TASK DESCRIPTION. From the records that follow, copy every line that contains the word "Bertolini".

Saved data entries
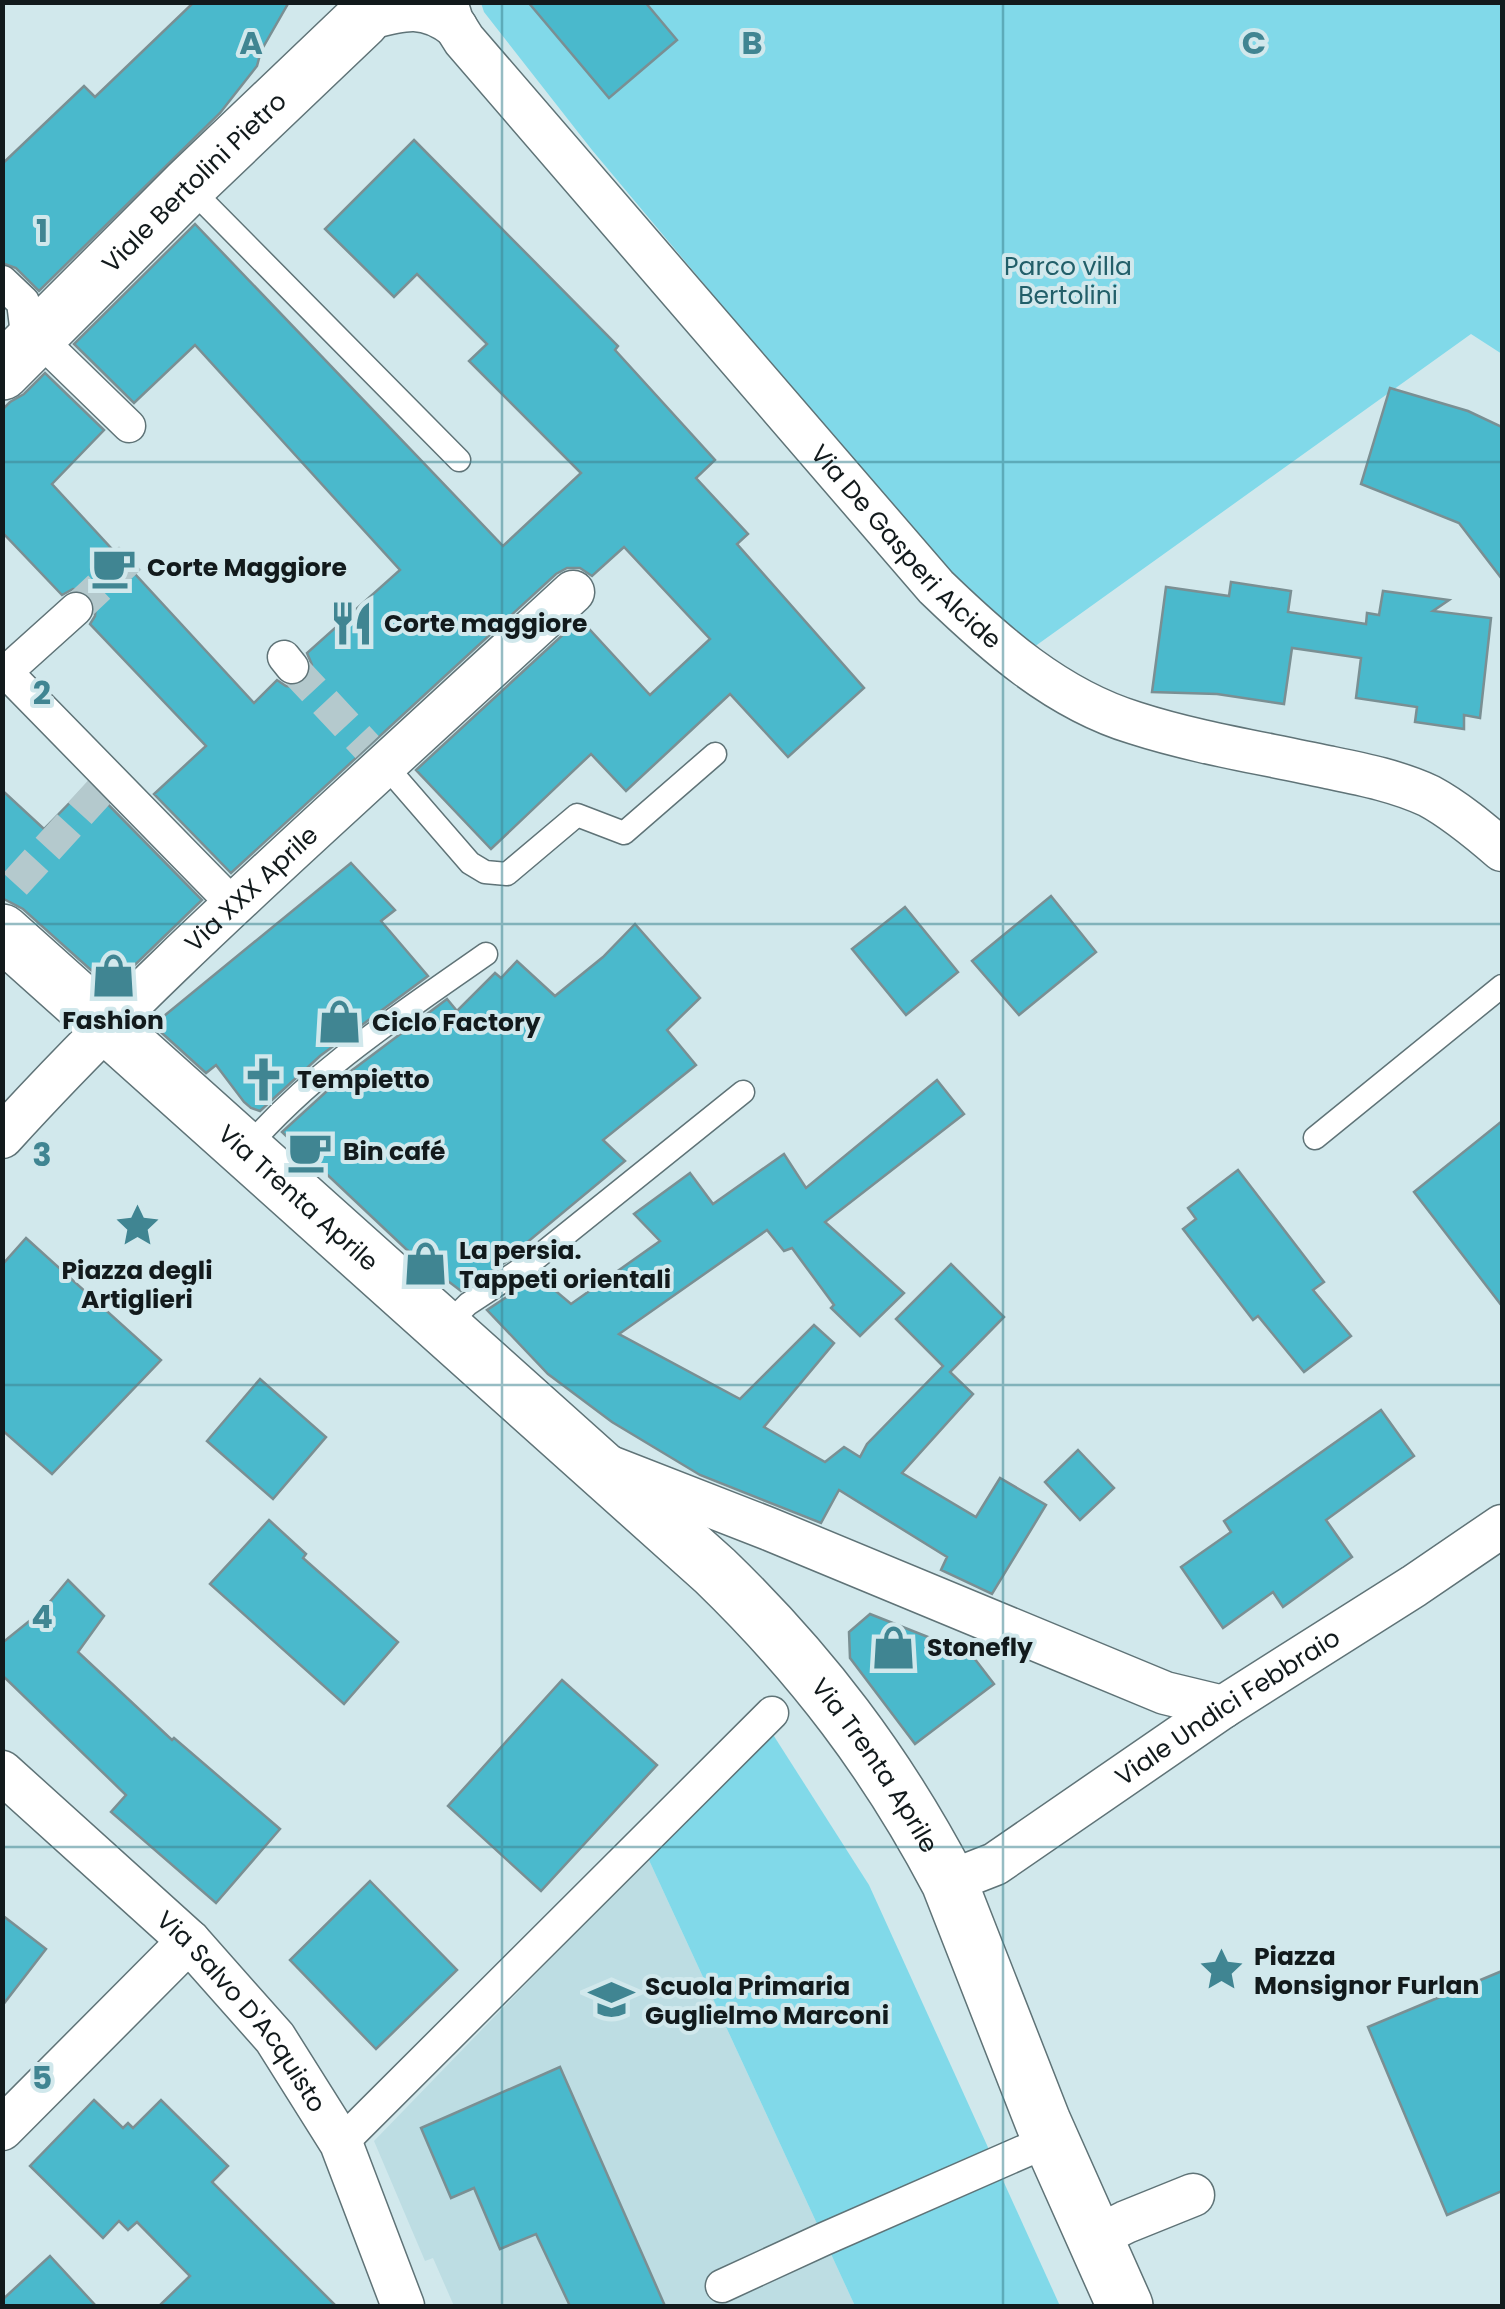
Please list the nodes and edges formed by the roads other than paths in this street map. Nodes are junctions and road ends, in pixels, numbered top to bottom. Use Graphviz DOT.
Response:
graph roads {
  1 [pos="376,8"];
  2 [pos="451,15"];
  3 [pos="188,186"];
  4 [pos="2,282"];
  5 [pos="20,355"];
  6 [pos="130,426"];
  7 [pos="460,460"];
  8 [pos="573,592"];
  9 [pos="76,610"];
  10 [pos="716,754"];
  11 [pos="383,755"];
  12 [pos="1502,850"];
  13 [pos="234,904"];
  14 [pos="2,932"];
  15 [pos="486,954"];
  16 [pos="1502,986"];
  17 [pos="108,1025"];
  18 [pos="743,1092"];
  19 [pos="2,1137"];
  20 [pos="1315,1138"];
  21 [pos="246,1149"];
  22 [pos="444,1327"];
  23 [pos="594,1460"];
  24 [pos="1502,1526"];
  25 [pos="1224,1707"];
  26 [pos="772,1714"];
  27 [pos="2,1772"];
  28 [pos="949,1882"];
  29 [pos="189,1941"];
  30 [pos="2,2129"];
  31 [pos="1050,2140"];
  32 [pos="341,2143"];
  33 [pos="1192,2195"];
  34 [pos="1094,2238"];
  35 [pos="722,2286"];
  36 [pos="401,2305"];
  37 [pos="1125,2306"];
  1 -- 2 [label="street, Via De Gasperi Alcide"];
  1 -- 3 [label="main road, Viale Bertolini Pietro"];
  2 -- 12 [label="street, Via De Gasperi Alcide"];
  3 -- 5 [label="main road, Viale Bertolini Pietro"];
  3 -- 7 [label="lane"];
  4 -- 5 [label="street"];
  5 -- 6 [label="street"];
  8 -- 11 [label="street"];
  9 -- 13 [label="street"];
  10 -- 11 [label="lane"];
  11 -- 13 [label="street, Via XXX Aprile"];
  13 -- 17 [label="street, Via XXX Aprile"];
  14 -- 17 [label="main road, Via Trenta Aprile"];
  15 -- 21 [label="lane"];
  16 -- 20 [label="lane"];
  17 -- 19 [label="street"];
  17 -- 21 [label="main road, Via Trenta Aprile"];
  18 -- 22 [label="lane"];
  21 -- 22 [label="main road, Via Trenta Aprile"];
  22 -- 23 [label="main road, Via Trenta Aprile"];
  23 -- 25 [label="street, Via Trenta Aprile"];
  23 -- 28 [label="main road, Via Trenta Aprile"];
  24 -- 25 [label="street, Viale Undici Febbraio"];
  25 -- 28 [label="street, Viale Undici Febbraio"];
  26 -- 32 [label="street"];
  27 -- 29 [label="street, Via Salvo D'Acquisto"];
  28 -- 31 [label="main road, Via Trenta Aprile"];
  29 -- 30 [label="street"];
  29 -- 32 [label="street, Via Salvo D'Acquisto"];
  31 -- 34 [label="main road, Via Trenta Aprile"];
  31 -- 35 [label="street"];
  32 -- 36 [label="street, Via Salvo D'Acquisto"];
  33 -- 34 [label="street"];
  34 -- 37 [label="main road, Via Trenta Aprile"];
}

COMPLETED TASK.
  1 -- 3 [label="main road, Viale Bertolini Pietro"];
  3 -- 5 [label="main road, Viale Bertolini Pietro"];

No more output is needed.